Mas ninguém aparecia.
E quando eles olhavam para os lados, nada encontravam. Isso aumentou o suspense.
Zap! Zap!
Um vulto corria entre as árvores. Eles não sabiam o quê, nem onde era.
— Saí! D-Demônio! — gritaram.
O que aconteceu em seguida foi…
— Sair? — perguntou a voz. — Claro, mas foram vocês que pediram. Não se esqueçam! Muha… ha… ha…
Quando a última sílaba saiu, um flash veio de encontro a eles.
Zap! Zooom!
O vulto correu em direção a um dos homens e o capturou. Em seguida, ambos sumiram.
— Ele levou o Caolho! — gritou.
O coração daqueles homens acelerou.
“Será que o demônio voyeur é real? Será que ele matou o gordo, o lobo, os outros e agora veio buscar mais almas?” Era o que inconscientemente se passava na mente dos cinco.
E eles estavam corretos.
Apesar de soar estranho, por causa da herança do avô, o rapaz já não via mais seus inimigos como humanos. Para ele eram apenas almas, almas que tinha que capturar e que serviam como moeda de troca.
Com elas ele fortaleceria seu exército e faria viagens interdimensionais. Dois trunfos para o futuro.
“Falando nisso, aquela voz caloteira não explicou nada sobre o funcionamento desse troço“, lembrou-se Pedro ao encarar a tatuagem no pulso.
E ele continuou: “‘Dimensões menores custam 100 almas’. Mas romper o tal ‘bloqueio’ me deixou seco até os ossos. Usei toda minha mana. Será que vai ser assim toda vez? E será que todas elas são parecidas com Oblivion, ou eu só tive sorte dessa vez?”
Sua mente estava frenética. Todavia, olhando para o cadáver em suas mãos, ele se lembrou do que veio fazer.
Um estalar de língua soou, junto com uma expressão de desprezo.
— Parada cardíaca, erh…? Que fracote, não aguentou a velocidade — comentou, antes de atirar o cadáver do alto da árvore.
Pah!
Aquilo assustou os criminosos no chão.
— Caolho. É o corpo do Caolho!
— Ele… morreu!
— Fujam! — gritou um deles.
— Fujam do demônio!
Eles correram.
— Para onde vocês estão indo, meu futuro exército de almas? Muhahaha!
Era inegável que Pedro estava se divertindo com aquilo.

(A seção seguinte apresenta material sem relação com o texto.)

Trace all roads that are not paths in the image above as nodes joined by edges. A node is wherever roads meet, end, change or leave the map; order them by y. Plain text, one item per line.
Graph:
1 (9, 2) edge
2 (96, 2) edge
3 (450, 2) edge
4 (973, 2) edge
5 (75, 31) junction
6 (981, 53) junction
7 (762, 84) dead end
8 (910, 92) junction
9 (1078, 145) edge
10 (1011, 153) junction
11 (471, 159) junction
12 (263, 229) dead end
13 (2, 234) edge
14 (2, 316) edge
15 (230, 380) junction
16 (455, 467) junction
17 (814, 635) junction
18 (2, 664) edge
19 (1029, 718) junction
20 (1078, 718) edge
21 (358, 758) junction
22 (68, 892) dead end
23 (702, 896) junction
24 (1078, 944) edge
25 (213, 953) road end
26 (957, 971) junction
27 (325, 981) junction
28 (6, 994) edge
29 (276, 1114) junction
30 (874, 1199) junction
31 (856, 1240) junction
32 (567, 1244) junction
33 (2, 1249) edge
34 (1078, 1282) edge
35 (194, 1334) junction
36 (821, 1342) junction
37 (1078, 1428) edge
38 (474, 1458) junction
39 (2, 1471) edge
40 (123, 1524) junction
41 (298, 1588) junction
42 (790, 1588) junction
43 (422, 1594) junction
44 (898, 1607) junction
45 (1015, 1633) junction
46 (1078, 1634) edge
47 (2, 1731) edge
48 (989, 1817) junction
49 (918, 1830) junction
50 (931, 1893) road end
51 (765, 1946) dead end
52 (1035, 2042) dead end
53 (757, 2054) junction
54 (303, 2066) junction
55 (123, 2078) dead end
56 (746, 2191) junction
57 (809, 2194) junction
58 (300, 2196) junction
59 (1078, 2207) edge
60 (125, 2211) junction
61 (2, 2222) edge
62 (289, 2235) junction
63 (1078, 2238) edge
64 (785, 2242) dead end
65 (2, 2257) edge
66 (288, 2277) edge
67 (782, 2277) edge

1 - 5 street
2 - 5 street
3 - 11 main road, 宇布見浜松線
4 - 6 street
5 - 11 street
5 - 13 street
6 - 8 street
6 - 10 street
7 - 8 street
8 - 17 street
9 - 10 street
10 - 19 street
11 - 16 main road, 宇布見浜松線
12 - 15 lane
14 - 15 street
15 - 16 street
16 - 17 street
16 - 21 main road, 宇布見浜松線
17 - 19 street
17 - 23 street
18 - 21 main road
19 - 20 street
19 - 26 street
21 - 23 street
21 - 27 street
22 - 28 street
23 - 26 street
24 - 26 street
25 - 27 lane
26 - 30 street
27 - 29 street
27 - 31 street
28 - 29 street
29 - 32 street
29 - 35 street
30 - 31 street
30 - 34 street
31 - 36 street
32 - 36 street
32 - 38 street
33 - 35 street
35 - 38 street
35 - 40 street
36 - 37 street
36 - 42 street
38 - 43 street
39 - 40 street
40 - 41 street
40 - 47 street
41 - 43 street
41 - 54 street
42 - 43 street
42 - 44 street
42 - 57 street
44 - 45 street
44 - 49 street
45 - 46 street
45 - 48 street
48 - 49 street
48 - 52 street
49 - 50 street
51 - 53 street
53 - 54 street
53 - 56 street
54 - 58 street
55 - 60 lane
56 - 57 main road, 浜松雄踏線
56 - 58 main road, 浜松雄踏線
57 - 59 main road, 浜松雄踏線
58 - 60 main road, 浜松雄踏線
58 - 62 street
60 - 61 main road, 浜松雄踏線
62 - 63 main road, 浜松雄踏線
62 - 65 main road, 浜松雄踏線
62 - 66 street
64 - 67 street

Dois minutos depois, quase todos eles estavam mortos. A exceção foi um homem calvo e de baixa estatura. Ele foi levado por Pedro aos recrutas.
— É isso então. Interroguem esse safado e terminem de montar o croqui do campo inimigo — disse ele.
Os quatro estavam sobre a base improvisada na colina.
— Sim, meu lorde! — responderam os recrutas.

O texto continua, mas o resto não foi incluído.